La fiche rejette aussi les propos tenus par Netanyahu, ainsi qu’un communiqué de son bureau écrit au nom du cabinet de sécurité israélien qui a dit « refuser absolument la décision scandaleuse du tribunal qui pourrait permettre l’ouverture d’une enquête pour de faux crimes de guerre contre Israël ».

« Le cabinet a déterminé que la cour n’a pas l’autorité nécessaire pour prendre une telle décision. Israël n’est pas membre de la Cour pénale internationale et l’Autorité palestinienne n’a pas le statut d’un Etat », a ainsi estimé le communiqué.

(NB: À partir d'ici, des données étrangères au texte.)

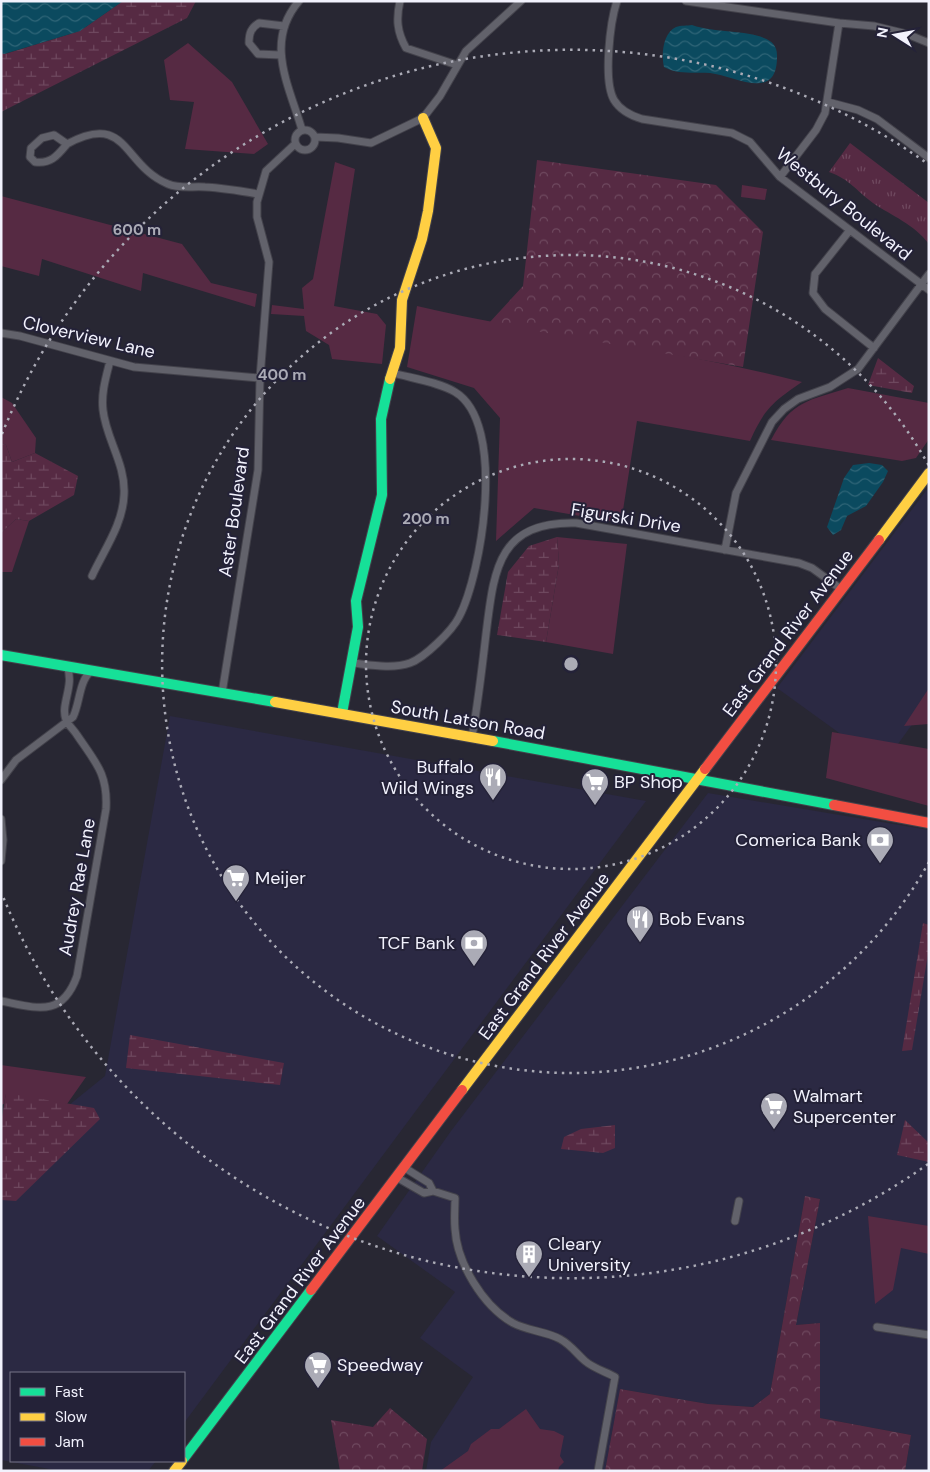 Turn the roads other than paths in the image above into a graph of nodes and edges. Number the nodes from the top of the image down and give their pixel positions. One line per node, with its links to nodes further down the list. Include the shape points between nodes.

Vue extérieure du siège de la Cour pénale internationale à La Haye, Pays-Bas, le 12 janvier 2016. (AP Photo/Mike Corder)

Israël et les Etats-Unis ne sont pas membres de la CPI. Les Palestiniens ont pour leur part rejoint le tribunal en 2015.

« La cour pénale internationale a été établie pour empêcher que surviennent des horreurs similaires à celles qui ont été perpétrées par les nazis contre les Juifs. Mais, à la place, elle choisit de persécuter l’Etat du peuple juif », avait déclaré le communiqué, reprenant les paroles prononcées par Netanyahu un jour auparavant.

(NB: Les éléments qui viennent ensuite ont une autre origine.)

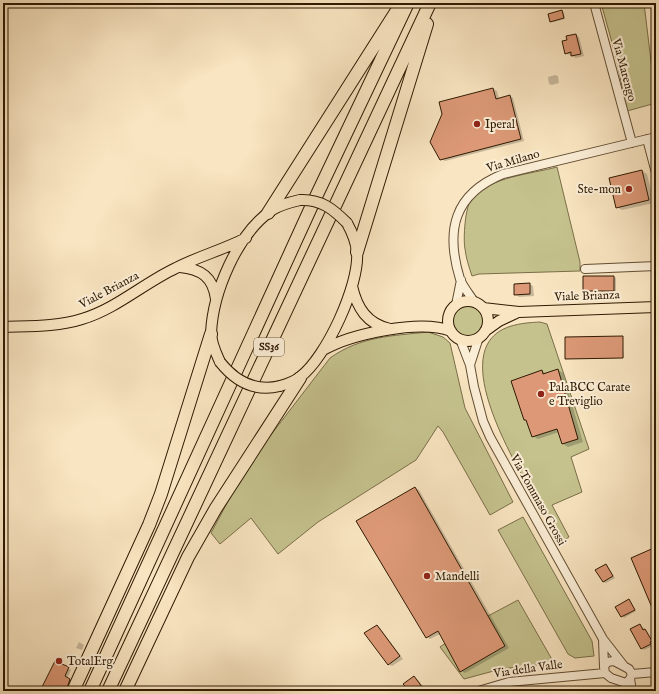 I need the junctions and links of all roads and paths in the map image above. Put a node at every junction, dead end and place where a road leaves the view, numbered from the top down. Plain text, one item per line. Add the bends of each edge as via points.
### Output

« Alors même qu’elle permet une enquête sur Israël », a continué le communiqué, « la seule démocratie du Moyen-Orient attachée à l’état de droit, le tribunal détourne le regard face aux crimes de guerre horribles qui sont commis, encore et encore, par les dictatures les plus obscures, telles que l’Iran et la Syrie ».

Le communiqué a continué en disant que « l’affirmation que les Juifs qui vivent sur la terre qui est la leur et dans leur capitale de Jérusalem constituerait un crime de guerre est scandaleuse » – une référence faite au tribunal qui pourrait potentiellement lancer des investigations sur les politiques d’implantation en Cisjordanie et à Jérusalem-Est, un territoire également disputé.

Vue de l’implantation d’Eli, en Cisjordanie, le 17 janvier 2021. (Crédit : Sraya Diamant/Flash90)

La CPI sert de tribunal de dernier recours lorsque les propres systèmes judiciaires des pays sont dans l’incapacité – ou ne souhaitent pas – enquêter et poursuivre en justice d’éventuels crimes de guerre. L’armée israélienne a des mécanismes qui lui permettent de lancer des investigations sur les fautes présumées des soldats et, malgré les critiques qui estiment que ce système est insuffisant, les experts indiquent qu’il y a des chances de pouvoir repousser l’enquête du tribunal international sur ses pratiques en temps de guerre.

La CPI ne poursuit pas des pays mais plutôt des individus.

S’agissant des implantations, toutefois, certains experts affirment qu’Israël pourrait avoir des difficultés à contester le droit international qui interdit le transfert d’une population civile en territoire occupé.

Si l’Etat juif et/ou le groupe terroriste palestinien du Hamas sont finalement condamnés pour crimes de guerre – et si de hauts-responsables sont nommément désignés lors d’un verdict – ils pourraient être visés par un mandat d’arrêt international, les empêchant de se rendre à l’étranger.